BEQUIA LIONFISH TRAP TEST PROJECT
11 August - 9 September 2018
Build Traps Locally Where Resources are Limited:Study Trap Aggregation, Lionfish Behavior and Educate the Public.
STATUS: Completed - President's Progress Report - Phase I
October 2018 - December 2019
Improve Trap Efficiency and Productivity: Demonstrate Successful Business Model
STATUS: Work In Progress
December 2019 - 2023
Use What Works: Deployment to Other Affected Areas
STATUS: Planning Stage
To do scientific research, education, and training to implement strategies that protect Western Atlantic and Caribbean reefs from loss of marine life, through practical implementations that create economic benefits for practices that promote long term reef health. The mission is carried out through projects.
WHAT CAN YOU DO?
August 2018 - ReefSave president is in Bequia outside the Reefsave Public Open Meeting and is speaking with local fishermen about the lionfish "Purse Trap" in front of them.
Inside the restaurant de Bistro, a public open house with: free lionfish to sample; videos of lionfish and the work done by Reefsave; appearance by former Prime Minister of St Vincent and the Grenadines, Sir James Mitchell endorsing the work of ReefSave. This is part of the public education portion of our mission.
HISTORY AND CONCERN
In a relatively short period of time, invasive Lionfish from the Pacific have expanded from an unknown source in Florida Northward up the Atlantic Coast, Southward into the Gulf of Mexico, Central America, all islands of the Caribbean even as far as Tobago, and now they are entering into Brazil and South America.
Lionfish reproduce rapidly and have no natural predators. They prey on juveniles and small reef fish dramatically affecting marine life populations. Lionfish are not susceptible to catching through angling with bait so neither traditional netting nor angling works. However, they are attracted to structure.
The reef management protocol by NOAA (United States) has evolved from waiting to see if native species would predate, to killing and leaving Lionfish on the reef, to feeding other species, to the current suggestion of removal by scuba.
However, nothing has been effective at removing Lionfish below open water limits for recreational SCUBA volunteers: Lionfish populations have been observed by submarines at 800 feet (265 meters) below the surface.
With SCUBA only, even if one cleans out the first 130 feet deep (recreational SCUBA limits), the deeper ones can simply move up or down from the depths into the good structure vacated by the removed Lionfish. We have also observed that this technique only affects regularly dived areas. Even after a removal, in non dived areas the Lionfish are everywhere.
While culling by SCUBA might be workable on a small scale it is far too costly in terms of training, supplies and equipment to be viable for long term consistent removal of lionfish that is economically self-sustaining.
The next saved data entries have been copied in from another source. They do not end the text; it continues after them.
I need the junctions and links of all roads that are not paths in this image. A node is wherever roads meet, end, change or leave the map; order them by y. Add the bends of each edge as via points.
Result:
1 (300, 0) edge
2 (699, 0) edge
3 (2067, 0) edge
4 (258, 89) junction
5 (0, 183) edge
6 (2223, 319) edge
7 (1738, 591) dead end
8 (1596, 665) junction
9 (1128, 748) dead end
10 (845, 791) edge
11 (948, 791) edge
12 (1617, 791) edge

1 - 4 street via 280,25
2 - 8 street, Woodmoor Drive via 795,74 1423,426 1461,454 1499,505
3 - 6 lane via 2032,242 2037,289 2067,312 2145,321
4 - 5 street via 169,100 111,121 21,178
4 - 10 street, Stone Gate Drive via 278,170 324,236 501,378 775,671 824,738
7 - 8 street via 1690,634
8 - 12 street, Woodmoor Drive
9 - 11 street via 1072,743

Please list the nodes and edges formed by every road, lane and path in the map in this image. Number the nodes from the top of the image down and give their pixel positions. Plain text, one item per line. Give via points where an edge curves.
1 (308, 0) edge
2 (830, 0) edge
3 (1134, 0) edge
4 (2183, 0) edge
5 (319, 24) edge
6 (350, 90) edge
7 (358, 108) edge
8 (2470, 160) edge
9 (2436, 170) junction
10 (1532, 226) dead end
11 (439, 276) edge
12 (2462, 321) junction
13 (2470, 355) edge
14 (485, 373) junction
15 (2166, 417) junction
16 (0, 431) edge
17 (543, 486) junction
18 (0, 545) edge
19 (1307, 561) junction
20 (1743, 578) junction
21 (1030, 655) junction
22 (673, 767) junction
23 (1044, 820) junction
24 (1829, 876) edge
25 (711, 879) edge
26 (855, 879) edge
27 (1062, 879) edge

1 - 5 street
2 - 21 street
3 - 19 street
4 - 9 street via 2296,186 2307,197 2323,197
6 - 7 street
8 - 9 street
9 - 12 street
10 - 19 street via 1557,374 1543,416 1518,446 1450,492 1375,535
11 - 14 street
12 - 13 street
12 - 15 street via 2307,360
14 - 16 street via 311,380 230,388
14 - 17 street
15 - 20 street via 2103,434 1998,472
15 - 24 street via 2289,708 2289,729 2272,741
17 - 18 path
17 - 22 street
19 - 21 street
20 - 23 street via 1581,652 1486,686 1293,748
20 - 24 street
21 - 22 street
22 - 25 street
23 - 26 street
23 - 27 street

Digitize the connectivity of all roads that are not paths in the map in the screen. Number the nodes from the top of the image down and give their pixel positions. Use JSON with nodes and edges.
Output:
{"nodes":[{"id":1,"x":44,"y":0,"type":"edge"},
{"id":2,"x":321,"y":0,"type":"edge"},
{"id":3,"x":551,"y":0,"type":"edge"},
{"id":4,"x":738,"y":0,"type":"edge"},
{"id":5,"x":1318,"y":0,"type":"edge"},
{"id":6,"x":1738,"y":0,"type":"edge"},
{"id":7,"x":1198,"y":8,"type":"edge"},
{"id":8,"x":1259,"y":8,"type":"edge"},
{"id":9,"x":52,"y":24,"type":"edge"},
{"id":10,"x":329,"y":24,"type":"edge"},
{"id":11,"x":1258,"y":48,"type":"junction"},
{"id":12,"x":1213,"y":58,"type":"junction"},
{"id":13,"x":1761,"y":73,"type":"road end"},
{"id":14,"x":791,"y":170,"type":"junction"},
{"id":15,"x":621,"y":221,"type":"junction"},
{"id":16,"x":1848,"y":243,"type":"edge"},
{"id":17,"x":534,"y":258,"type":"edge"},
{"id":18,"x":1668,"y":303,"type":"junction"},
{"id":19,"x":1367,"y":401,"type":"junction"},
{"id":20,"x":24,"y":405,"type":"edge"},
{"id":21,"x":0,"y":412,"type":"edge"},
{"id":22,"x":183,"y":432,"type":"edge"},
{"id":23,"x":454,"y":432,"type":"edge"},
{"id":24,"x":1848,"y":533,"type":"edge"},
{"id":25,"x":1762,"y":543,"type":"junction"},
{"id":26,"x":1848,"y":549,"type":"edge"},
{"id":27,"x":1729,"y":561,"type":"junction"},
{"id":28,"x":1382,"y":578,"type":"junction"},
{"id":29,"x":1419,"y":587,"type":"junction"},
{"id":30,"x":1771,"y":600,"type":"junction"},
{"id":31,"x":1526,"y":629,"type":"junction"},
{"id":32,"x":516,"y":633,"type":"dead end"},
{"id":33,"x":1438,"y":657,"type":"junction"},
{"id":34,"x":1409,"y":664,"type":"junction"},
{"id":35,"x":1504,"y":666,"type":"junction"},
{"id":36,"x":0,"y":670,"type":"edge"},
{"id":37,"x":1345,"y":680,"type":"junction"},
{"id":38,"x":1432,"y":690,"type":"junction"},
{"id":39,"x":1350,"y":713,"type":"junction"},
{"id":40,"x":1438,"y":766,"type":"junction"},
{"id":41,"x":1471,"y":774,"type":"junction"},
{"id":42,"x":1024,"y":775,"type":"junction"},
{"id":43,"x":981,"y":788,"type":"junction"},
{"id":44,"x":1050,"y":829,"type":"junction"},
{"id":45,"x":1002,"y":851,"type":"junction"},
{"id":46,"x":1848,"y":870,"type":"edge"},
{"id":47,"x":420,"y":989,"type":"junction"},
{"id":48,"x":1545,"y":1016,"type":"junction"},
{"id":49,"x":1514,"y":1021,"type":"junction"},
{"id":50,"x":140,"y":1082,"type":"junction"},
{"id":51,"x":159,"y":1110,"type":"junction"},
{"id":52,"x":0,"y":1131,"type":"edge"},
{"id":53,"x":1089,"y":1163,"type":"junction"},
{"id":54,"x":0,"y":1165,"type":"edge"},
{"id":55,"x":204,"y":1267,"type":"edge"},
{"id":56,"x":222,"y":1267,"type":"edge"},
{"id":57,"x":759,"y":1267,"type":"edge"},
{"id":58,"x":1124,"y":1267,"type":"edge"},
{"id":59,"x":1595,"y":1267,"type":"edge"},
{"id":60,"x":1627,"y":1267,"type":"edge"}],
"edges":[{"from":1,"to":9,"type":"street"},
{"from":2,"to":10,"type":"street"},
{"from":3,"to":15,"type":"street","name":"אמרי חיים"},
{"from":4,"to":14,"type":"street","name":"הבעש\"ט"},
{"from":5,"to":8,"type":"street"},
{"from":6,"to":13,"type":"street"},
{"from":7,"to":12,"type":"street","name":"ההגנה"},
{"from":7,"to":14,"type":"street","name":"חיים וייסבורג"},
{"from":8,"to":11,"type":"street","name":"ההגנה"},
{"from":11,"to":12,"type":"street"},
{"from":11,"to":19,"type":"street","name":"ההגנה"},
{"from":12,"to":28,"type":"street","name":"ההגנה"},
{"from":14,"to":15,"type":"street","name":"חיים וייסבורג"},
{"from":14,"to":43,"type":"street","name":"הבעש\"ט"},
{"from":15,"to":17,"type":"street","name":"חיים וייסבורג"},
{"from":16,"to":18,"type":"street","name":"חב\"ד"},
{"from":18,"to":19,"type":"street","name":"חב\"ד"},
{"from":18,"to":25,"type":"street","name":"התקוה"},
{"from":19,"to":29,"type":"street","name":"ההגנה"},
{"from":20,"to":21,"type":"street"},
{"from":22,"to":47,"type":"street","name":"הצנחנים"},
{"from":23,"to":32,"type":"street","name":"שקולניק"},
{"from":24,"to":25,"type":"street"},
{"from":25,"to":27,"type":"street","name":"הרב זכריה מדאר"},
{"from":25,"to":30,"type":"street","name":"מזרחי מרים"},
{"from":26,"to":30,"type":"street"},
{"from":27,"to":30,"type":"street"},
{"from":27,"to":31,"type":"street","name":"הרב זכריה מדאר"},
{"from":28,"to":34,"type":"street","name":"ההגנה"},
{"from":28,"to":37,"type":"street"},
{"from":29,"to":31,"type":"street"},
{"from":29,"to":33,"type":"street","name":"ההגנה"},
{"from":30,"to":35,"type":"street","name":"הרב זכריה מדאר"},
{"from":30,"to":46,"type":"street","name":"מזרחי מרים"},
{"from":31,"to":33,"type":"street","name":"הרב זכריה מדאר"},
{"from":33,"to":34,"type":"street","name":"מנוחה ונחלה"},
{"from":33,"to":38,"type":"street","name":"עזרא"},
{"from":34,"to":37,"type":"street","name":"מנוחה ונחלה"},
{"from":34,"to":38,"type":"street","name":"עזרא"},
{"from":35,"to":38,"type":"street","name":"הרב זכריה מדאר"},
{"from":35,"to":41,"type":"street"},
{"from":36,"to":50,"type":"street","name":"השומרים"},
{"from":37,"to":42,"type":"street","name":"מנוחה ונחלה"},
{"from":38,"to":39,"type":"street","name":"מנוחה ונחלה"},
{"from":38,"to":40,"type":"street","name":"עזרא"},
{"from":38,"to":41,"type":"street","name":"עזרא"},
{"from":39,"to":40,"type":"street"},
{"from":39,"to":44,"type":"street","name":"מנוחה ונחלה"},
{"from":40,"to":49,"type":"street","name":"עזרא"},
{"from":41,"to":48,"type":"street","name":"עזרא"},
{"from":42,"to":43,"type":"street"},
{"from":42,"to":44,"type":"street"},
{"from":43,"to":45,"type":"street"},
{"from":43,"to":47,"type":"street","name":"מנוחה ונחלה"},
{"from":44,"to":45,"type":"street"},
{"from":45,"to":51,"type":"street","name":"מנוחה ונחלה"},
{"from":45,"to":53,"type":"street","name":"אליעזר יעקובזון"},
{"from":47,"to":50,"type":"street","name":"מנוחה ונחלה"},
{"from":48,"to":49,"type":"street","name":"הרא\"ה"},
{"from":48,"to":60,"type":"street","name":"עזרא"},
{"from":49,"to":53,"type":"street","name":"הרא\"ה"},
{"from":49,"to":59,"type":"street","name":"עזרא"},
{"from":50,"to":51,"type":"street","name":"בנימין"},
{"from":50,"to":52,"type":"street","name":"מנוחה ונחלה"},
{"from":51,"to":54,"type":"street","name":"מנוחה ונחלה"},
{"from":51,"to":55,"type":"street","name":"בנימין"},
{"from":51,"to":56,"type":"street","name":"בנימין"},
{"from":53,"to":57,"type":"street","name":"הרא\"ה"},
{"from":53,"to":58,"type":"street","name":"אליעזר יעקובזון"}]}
For a self-sustaining solution there must be an economic model that can efficiently catch Lionfish consistently and safely. Having effective lionfish traps is seen as the solution, working in conjunction with culling since one can not drop traps on a reef.
By creating a system with economic benefits for local participates, our goal is to eventually make this self-sustaining by helping to create a new Lionfish industry where Lionfish will be as common in fish markets as flounder or lobster.